可他不说话,我也不知该说什么,屋子里忽然安静下来,万籁俱寂,让人如坐针毡。
“芳菲。”
他喊我,依旧一如既往地温和,有个词叫柔情似水,说的就是他而今这副形状:“我……我以为我这辈子都与你无缘了……不想,你……你居然还活着……不管怎么说,活着就好,没事就好,平安就好……”
他越说嘴角笑容扬得越高,可越笑说得越是哽咽,越哽咽眼泪便越夺眶而出,最后声泪俱下,又哭又笑,泣不成声了。
一把将我拽过去箍在了怀里,恨不能将我揉碎了融入骨血中,从此你中有我我中有你,再也不分彼此。
真不知是欢喜更多,还是辛酸更多。
“嗯,我没事,我一向安好,你……你不用牵挂,可以放心了。”
心里也是五味杂陈,未免他胡思乱想,我只好抖着嗓子扯谎。
尽管我而今不仅不怎么平安,而是糟糕透顶一塌糊涂。
“不……不对!”
他头脑倒是转得快,一眼便将我拆穿了,纳闷道:“你也骗我,你元丹已碎,怎会平安?倘若真是一直平平安安的,元丹如何能碎?而且我还听说……”
我更纳闷了,元丹这个东西,堪称无价之宝,不可多得。
未免遭人觊觎,人人都深藏不露,绝不显在外面,所以碎没碎只有自个儿心知肚明,旁人万万不能窥测,然他却从何得知?“听说我死了是吧。

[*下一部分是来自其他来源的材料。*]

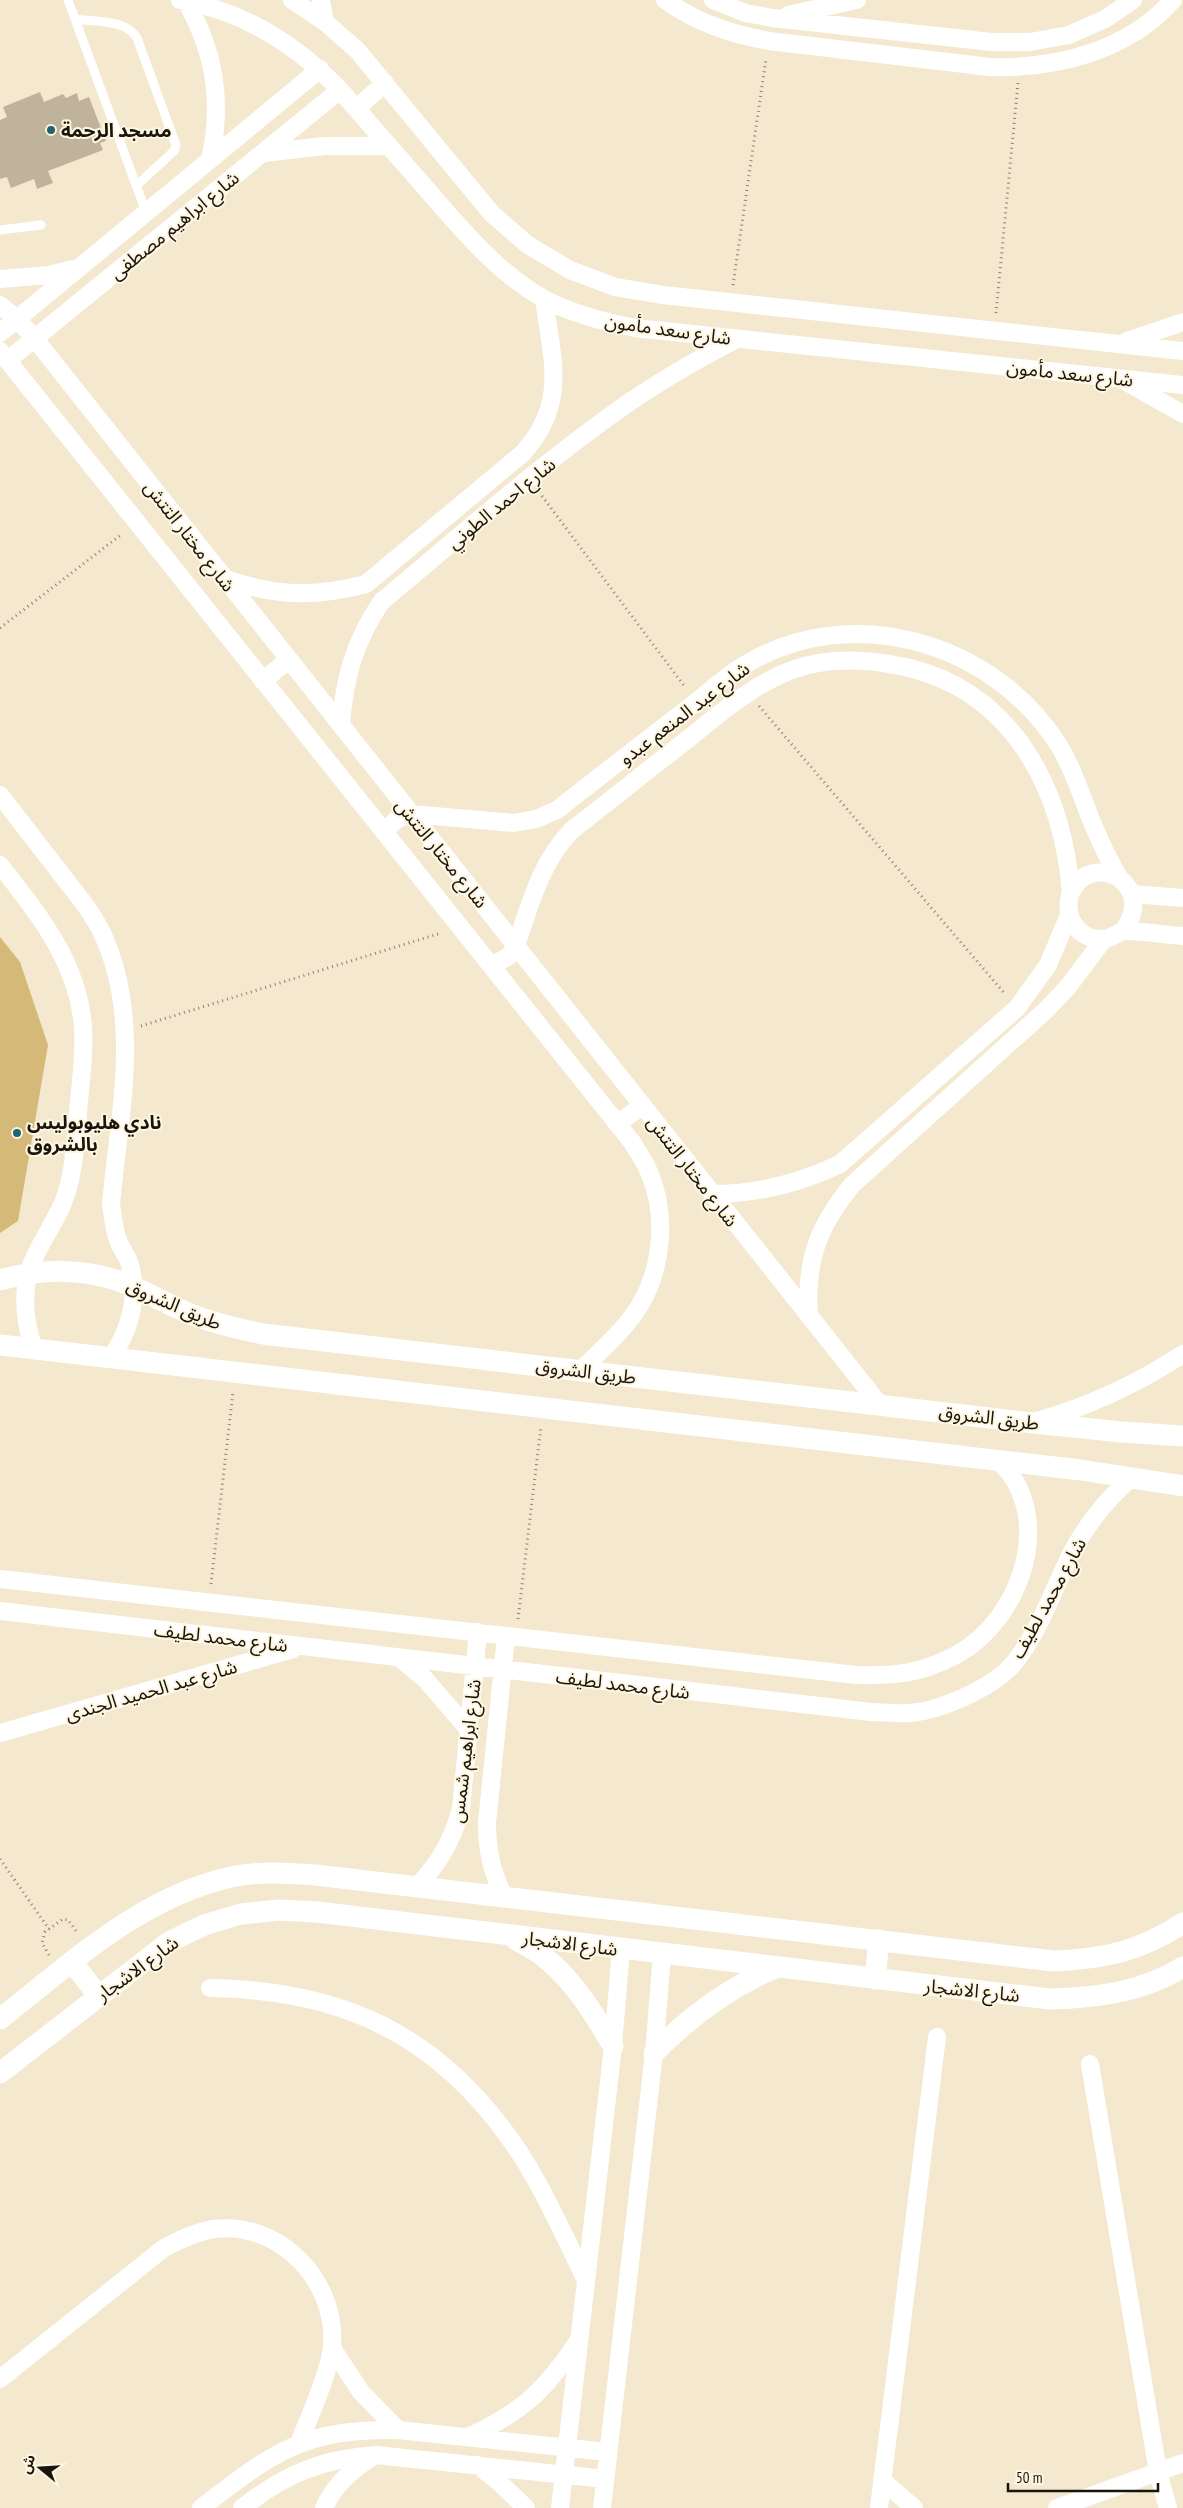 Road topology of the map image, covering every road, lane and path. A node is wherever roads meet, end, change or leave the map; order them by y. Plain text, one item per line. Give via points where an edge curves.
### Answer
1 (68, 0) edge
2 (292, 0) edge
3 (321, 0) edge
4 (665, 0) edge
5 (713, 0) edge
6 (857, 0) edge
7 (1133, 0) edge
8 (1173, 0) edge
9 (183, 1) edge
10 (773, 18) junction
11 (75, 19) junction
12 (325, 22) junction
13 (769, 41) junction
14 (1020, 68) junction
15 (320, 69) junction
16 (384, 83) junction
17 (340, 90) junction
18 (356, 109) junction
19 (389, 146) junction
20 (262, 153) junction
21 (210, 160) junction
22 (137, 185) junction
23 (146, 212) junction
24 (41, 225) dead end
25 (0, 230) edge
26 (78, 268) junction
27 (0, 279) edge
28 (544, 299) junction
29 (731, 302) junction
30 (0, 305) edge
31 (17, 319) junction
32 (1183, 322) edge
33 (994, 331) junction
34 (0, 333) edge
35 (34, 339) junction
36 (737, 339) junction
37 (1118, 344) junction
38 (1183, 351) edge
39 (4, 356) edge
40 (1121, 379) junction
41 (1183, 385) edge
42 (1183, 414) edge
43 (498, 473) junction
44 (530, 480) junction
45 (513, 493) junction
46 (137, 522) junction
47 (222, 577) junction
48 (0, 628) edge
49 (288, 660) junction
50 (263, 680) junction
51 (747, 692) junction
52 (697, 702) junction
53 (341, 725) junction
54 (0, 795) edge
55 (411, 814) junction
56 (385, 833) junction
57 (0, 865) edge
58 (1119, 878) junction
59 (1071, 893) junction
60 (1132, 894) junction
61 (1183, 898) edge
62 (1069, 915) junction
63 (460, 927) junction
64 (1123, 931) junction
65 (1183, 936) edge
66 (1104, 939) junction
67 (516, 945) junction
68 (492, 966) junction
69 (1017, 1008) junction
70 (126, 1031) junction
71 (642, 1106) junction
72 (617, 1124) junction
73 (712, 1194) junction
74 (29, 1273) junction
75 (0, 1280) edge
76 (133, 1286) junction
77 (809, 1316) junction
78 (0, 1346) edge
79 (34, 1349) junction
80 (1183, 1354) edge
81 (111, 1358) junction
82 (580, 1371) junction
83 (235, 1373) junction
84 (880, 1405) junction
85 (544, 1408) junction
86 (1033, 1423) junction
87 (1183, 1436) edge
88 (999, 1461) junction
89 (1131, 1478) junction
90 (1183, 1486) edge
91 (0, 1579) edge
92 (208, 1602) junction
93 (0, 1611) edge
94 (478, 1632) junction
95 (511, 1636) junction
96 (302, 1646) junction
97 (400, 1658) junction
98 (475, 1666) junction
99 (502, 1670) junction
100 (468, 1729) junction
101 (0, 1733) edge
102 (0, 1859) edge
103 (416, 1887) junction
104 (504, 1897) junction
105 (1183, 1923) edge
106 (49, 1929) junction
107 (510, 1936) junction
108 (879, 1940) junction
109 (90, 1948) junction
110 (621, 1949) junction
111 (662, 1954) junction
112 (67, 1966) junction
113 (775, 1967) junction
114 (1183, 1967) edge
115 (874, 1979) junction
116 (210, 1988) dead end
117 (98, 1995) junction
118 (0, 2019) edge
119 (937, 2037) dead end
120 (613, 2046) junction
121 (654, 2053) junction
122 (1090, 2064) dead end
123 (0, 2073) edge
124 (586, 2280) junction
125 (580, 2338) junction
126 (332, 2348) junction
127 (0, 2379) edge
128 (398, 2430) junction
129 (468, 2437) junction
130 (299, 2443) junction
131 (567, 2448) junction
132 (608, 2452) junction
133 (376, 2455) junction
134 (1183, 2463) edge
135 (477, 2465) junction
136 (1158, 2472) junction
137 (564, 2474) junction
138 (605, 2479) junction
139 (882, 2480) junction
140 (201, 2508) edge
141 (242, 2508) edge
142 (324, 2508) edge
143 (526, 2508) edge
144 (560, 2508) edge
145 (602, 2508) edge
146 (879, 2508) edge
147 (914, 2508) edge
148 (1057, 2508) edge
149 (1168, 2508) edge

1 - 11 lane
2 - 12 street, شارع سعد مأمون
3 - 12 street
4 - 13 street via 706,24 737,35
5 - 10 street
6 - 10 street
7 - 10 street via 1105,20 1068,34 1030,42 991,42
8 - 14 street via 1135,31 1099,50 1060,62
9 - 15 street, شارع سعد مأمون via 223,12 259,27
9 - 21 street via 206,41 216,85 217,122
10 - 13 street
11 - 22 lane
11 - 22 lane via 121,25 137,38 176,145 174,151
12 - 16 street, شارع سعد مأمون via 357,50
13 - 14 street
13 - 29 path
14 - 33 path
15 - 17 street, شارع سعد مأمون
15 - 21 street, شارع ابراهيم مصطفى
16 - 18 street
16 - 29 street, شارع سعد مأمون via 492,214 528,245 570,270 615,287
17 - 18 street, شارع سعد مأمون
17 - 20 street, شارع ابراهيم مصطفى
18 - 19 street, شارع سعد مأمون
19 - 20 street via 325,146
19 - 28 street, شارع سعد مأمون via 479,249
20 - 35 street, شارع ابراهيم مصطفى
21 - 23 street, شارع ابراهيم مصطفى
22 - 23 lane
23 - 26 street, شارع ابراهيم مصطفى
24 - 25 lane
26 - 27 street via 49,275
26 - 31 street, شارع ابراهيم مصطفى
28 - 36 street, شارع سعد مأمون via 604,322
28 - 43 street, شارع احمد الطوني via 554,375 548,418 523,453
29 - 33 street, شارع سعد مأمون
30 - 31 street, شارع مختار التتش
31 - 34 street, شارع ابراهيم مصطفى
31 - 35 street, شارع مختار التتش
32 - 37 street
33 - 37 street, شارع سعد مأمون
35 - 39 street, شارع ابراهيم مصطفى
35 - 47 street, شارع مختار التتش
36 - 40 street, شارع سعد مأمون
36 - 44 street, شارع احمد الطوني via 687,366 615,412
37 - 38 street, شارع سعد مأمون
39 - 46 street, شارع مختار التتش
40 - 41 street, شارع سعد مأمون
40 - 42 street
43 - 45 street
43 - 47 street, شارع احمد الطوني via 366,584 337,591 279,593
44 - 45 street, شارع احمد الطوني
44 - 52 path
45 - 53 street, شارع احمد الطوني via 382,601 366,623 353,656 343,698
46 - 48 path
46 - 50 street, شارع مختار التتش
47 - 49 street, شارع مختار التتش
49 - 50 street
49 - 53 street, شارع مختار التتش
50 - 56 street, شارع مختار التتش
51 - 59 street, شارع عبد المنعم عبدو via 792,670 830,662 869,661 926,673 977,699 1030,756 1048,790 1064,840
51 - 67 street, شارع عبد المنعم عبدو via 572,830 557,846 545,864
51 - 69 path
52 - 55 street, شارع عبد المنعم عبدو via 557,810 536,819 514,822
52 - 58 street, شارع عبد المنعم عبدو via 742,666 784,646 827,636 872,634 908,639 959,655 1004,684 1031,709 1058,744
53 - 55 street, شارع مختار التتش
54 - 70 street via 86,906 103,935 119,982
55 - 56 street via 392,823
55 - 67 street, شارع مختار التتش
56 - 63 street, شارع مختار التتش
57 - 74 street via 44,921 59,946 79,999 83,1027 84,1056 72,1173 52,1229 36,1254
58 - 59 street via 1097,873 1086,876
58 - 60 street
59 - 62 street
60 - 61 street
60 - 64 street via 1134,908
62 - 66 street via 1082,934
62 - 69 street via 1048,965
63 - 68 street, شارع مختار التتش
63 - 70 path
64 - 65 street
64 - 66 street
66 - 77 street via 1046,1010 853,1184 834,1206 811,1259 807,1288
67 - 68 street, شارع عبد المنعم عبدو via 509,956
67 - 71 street, شارع مختار التتش
68 - 72 street, شارع مختار التتش
69 - 73 street via 840,1164 816,1176 765,1191
70 - 76 street via 111,1204 113,1225 129,1262
71 - 72 street
71 - 73 street, شارع مختار التتش
72 - 82 street, شارع مختار التتش via 649,1172 659,1205 660,1240 654,1274 640,1305
73 - 77 street, شارع مختار التتش
74 - 75 street, طريق الشروق
74 - 76 street, طريق الشروق via 82,1273
74 - 79 street via 25,1304
76 - 81 street via 126,1331
76 - 82 street, طريق الشروق via 193,1315 240,1330
77 - 84 street, شارع مختار التتش
78 - 79 street
79 - 81 street
80 - 86 street via 1116,1393
81 - 83 street
82 - 84 street, طريق الشروق
83 - 85 street
83 - 92 path
84 - 86 street, طريق الشروق
85 - 88 street
85 - 95 path
86 - 87 street, طريق الشروق
88 - 89 street
88 - 95 street, شارع محمد لطيف via 1016,1482 1026,1508 1029,1541 1022,1573 1007,1605 985,1632 957,1654 926,1669 891,1676 856,1675
89 - 90 street
89 - 99 street, شارع محمد لطيف via 1113,1494 1084,1532 1037,1627 1013,1664 982,1688 947,1705 909,1713 870,1712
91 - 92 street, شارع محمد لطيف
92 - 94 street, شارع محمد لطيف
93 - 96 street, شارع محمد لطيف
94 - 95 street, شارع محمد لطيف
94 - 98 street, شارع ابراهيم شمس
95 - 99 street, شارع ابراهيم شمس
96 - 97 street, شارع محمد لطيف
96 - 101 street, شارع عبد الحميد الجندى
97 - 98 street, شارع محمد لطيف
97 - 100 street via 430,1685
98 - 99 street, شارع محمد لطيف
98 - 100 street, شارع ابراهيم شمس
99 - 104 street, شارع ابراهيم شمس via 487,1848 493,1874
100 - 103 street, شارع ابراهيم شمس via 461,1810 455,1831 437,1864
102 - 106 path
103 - 104 street, شارع الاشجار
103 - 109 street, شارع الاشجار via 274,1872 233,1877 193,1888 156,1905 119,1926
104 - 108 street, شارع الاشجار
105 - 108 street, شارع الاشجار via 1165,1936 1130,1951 1092,1960 1054,1961
106 - 109 path via 66,1920
106 - 112 path via 43,1935 42,1943
107 - 110 street, شارع الاشجار
107 - 117 street, شارع الاشجار via 317,1912 279,1910 241,1914 204,1925 169,1942
107 - 120 street via 543,1956 570,1983 594,2013
108 - 115 street
109 - 112 street, شارع الاشجار
110 - 111 street, شارع الاشجار
110 - 120 street
111 - 113 street, شارع الاشجار
111 - 121 street
112 - 117 street
112 - 118 street, شارع الاشجار
113 - 115 street, شارع الاشجار
113 - 121 street via 744,1981 711,2002
114 - 115 street, شارع الاشجار via 1145,1985 1114,1994 1082,1998 1050,1998
116 - 124 street via 255,1989 334,2005 384,2025 422,2048 488,2108 515,2145
117 - 123 street, شارع الاشجار
119 - 139 street
120 - 124 street
121 - 132 street
122 - 136 street
124 - 125 street
125 - 129 street via 533,2399 502,2421
125 - 131 street
126 - 127 street via 332,2320 324,2294 311,2271 292,2251 268,2238 242,2230 215,2229 188,2235 164,2248
126 - 128 street via 360,2392
126 - 130 street
128 - 129 street
128 - 130 street via 332,2433
129 - 131 street
130 - 140 street via 255,2466
131 - 132 street
131 - 137 street
132 - 138 street
133 - 135 street
133 - 141 street via 346,2457 318,2464 282,2480
133 - 142 street via 337,2485
134 - 136 street
135 - 137 street
135 - 143 street
136 - 148 street
136 - 149 street
137 - 138 street
137 - 144 street
138 - 145 street
139 - 146 street
139 - 147 street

”
不管他从何得知,我一口咬定不承认就行了,反正不能让他晓得我而今的状况,以免他又自作主张去为我疲于奔命。
他已劳心劳力的够多了,不宜再多;而我欠他的也够多了,万万不能再欠更多。
“你听那些人胡说八道。
你就是个榆木疙瘩,什么人说话都信,我不过是闭关闭得久了而已。”
天地良心,句句属实。
只不过闭关时生出些意外罢了。
“你看,我现在不是鲜龙活跳的么?难道你觉得如此精神的我是个死人?”
见他面露狐疑,似乎不太相信的样子,于是我换一条策略,用假象来慰藉他。
他听后是长久的沉默,我十分想知道他现在是什么表情,苦于脸贴在他胸膛上,他的手还覆在我后脑上使劲按着,实在是不方便挣扎。
不过饮泣声微,他似乎已从激动中缓了过来。
“芳菲。”
半晌,他又用这副软绵绵的嗓调唤我:“你不用自责内疚,也没什么过不去的,有什么委屈都同我说罢,跟我还有什么好瞒的,你只要说了,我一定尽力帮你排忧解难。”